La ciudad de Tarija atraviesa momentos de profundo pesar tras conocerse el fallecimiento de Raúl Pantoja, cariñosamente llamado “Pantojita”, personaje emblemático por su incansable labor social y su cercanía con la ciudadanía. Su partida deja un vacío no solo en las calles donde diariamente ofrecía su trabajo, sino también en el corazón de quienes reconocieron su enorme espíritu altruista.
En diálogo con El Guadalupano Digital, vecinos, clientes y representantes de diversas organizaciones recordaron a Pantojita como un hombre entregado a causas nobles, que jamás dudó en emplear su voz para promover la ayuda a quienes más lo necesitaban, pese a las dificultades personales que atravesaba.
Raúl Pantoja se desempeñó durante años como lustrabotas en diferentes puntos de Tarija, convirtiéndose en un rostro familiar para muchas personas que, además de recurrir a su oficio, encontraban en él palabras de aliento y un constante llamado a la solidaridad. A través de pequeñas charlas cotidianas logró sensibilizar a cientos de ciudadanos.
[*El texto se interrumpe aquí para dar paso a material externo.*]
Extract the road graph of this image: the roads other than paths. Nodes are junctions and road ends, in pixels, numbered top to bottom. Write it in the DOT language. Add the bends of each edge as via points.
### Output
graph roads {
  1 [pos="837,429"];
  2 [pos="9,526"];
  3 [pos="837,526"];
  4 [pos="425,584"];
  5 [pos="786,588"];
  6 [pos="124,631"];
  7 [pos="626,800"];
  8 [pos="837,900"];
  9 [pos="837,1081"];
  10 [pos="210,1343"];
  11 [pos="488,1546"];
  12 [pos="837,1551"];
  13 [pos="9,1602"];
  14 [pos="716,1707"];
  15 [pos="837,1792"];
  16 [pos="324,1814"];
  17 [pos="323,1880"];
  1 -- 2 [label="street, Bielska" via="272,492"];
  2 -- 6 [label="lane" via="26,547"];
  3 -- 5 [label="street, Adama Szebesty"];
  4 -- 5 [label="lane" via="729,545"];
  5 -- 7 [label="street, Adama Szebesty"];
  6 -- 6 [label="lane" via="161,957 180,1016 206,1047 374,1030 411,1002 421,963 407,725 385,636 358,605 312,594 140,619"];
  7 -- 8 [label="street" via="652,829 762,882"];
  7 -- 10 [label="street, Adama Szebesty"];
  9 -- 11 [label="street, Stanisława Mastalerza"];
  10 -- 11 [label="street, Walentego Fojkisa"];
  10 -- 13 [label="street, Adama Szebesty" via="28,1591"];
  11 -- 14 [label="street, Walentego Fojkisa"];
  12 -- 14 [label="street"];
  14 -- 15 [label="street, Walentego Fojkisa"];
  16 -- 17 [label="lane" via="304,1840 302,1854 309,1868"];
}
Su popular iniciativa denominada “una monedita de oro” fue impulsada con entusiasmo para recolectar fondos destinados a madres y niños en situación vulnerable. Aprovechando su cercanía con la población y medios de comunicación locales, supo contagiar el deseo de ayudar sin esperar nada a cambio.
Durante las últimas semanas, instituciones, autoridades y colectivos sociales emprendieron diferentes actividades benéficas para respaldar el tratamiento médico que Pantojita requería, luego de ser diagnosticado con cáncer. Sin embargo, su delicado estado de salud finalmente venció la lucha emprendida con valentía.
Testimonios coinciden en destacar su optimismo permanente, incluso en medio de la adversidad. “Siempre pedía que no pensáramos solo en nosotros mismos, sino en quién podía estar pasando hambre o frío”, expresó conmovido un comerciante que solía cruzarse a diario con él en el centro de la ciudad.
La partida de Pantojita ha generado numerosas muestras de cariño, expresadas a través de mensajes, pequeños altares improvisados y recuerdos compartidos en redes sociales, donde se multiplicaron palabras de gratitud por su ejemplo de vida y compromiso con las personas más necesitadas.
Tarija se queda sin uno de sus personajes más queridos, pero el legado de solidaridad que dejó Raúl Pantoja servirá como inspiración para que nuevos corazones continúen su incansable misión de tender la mano al prójimo.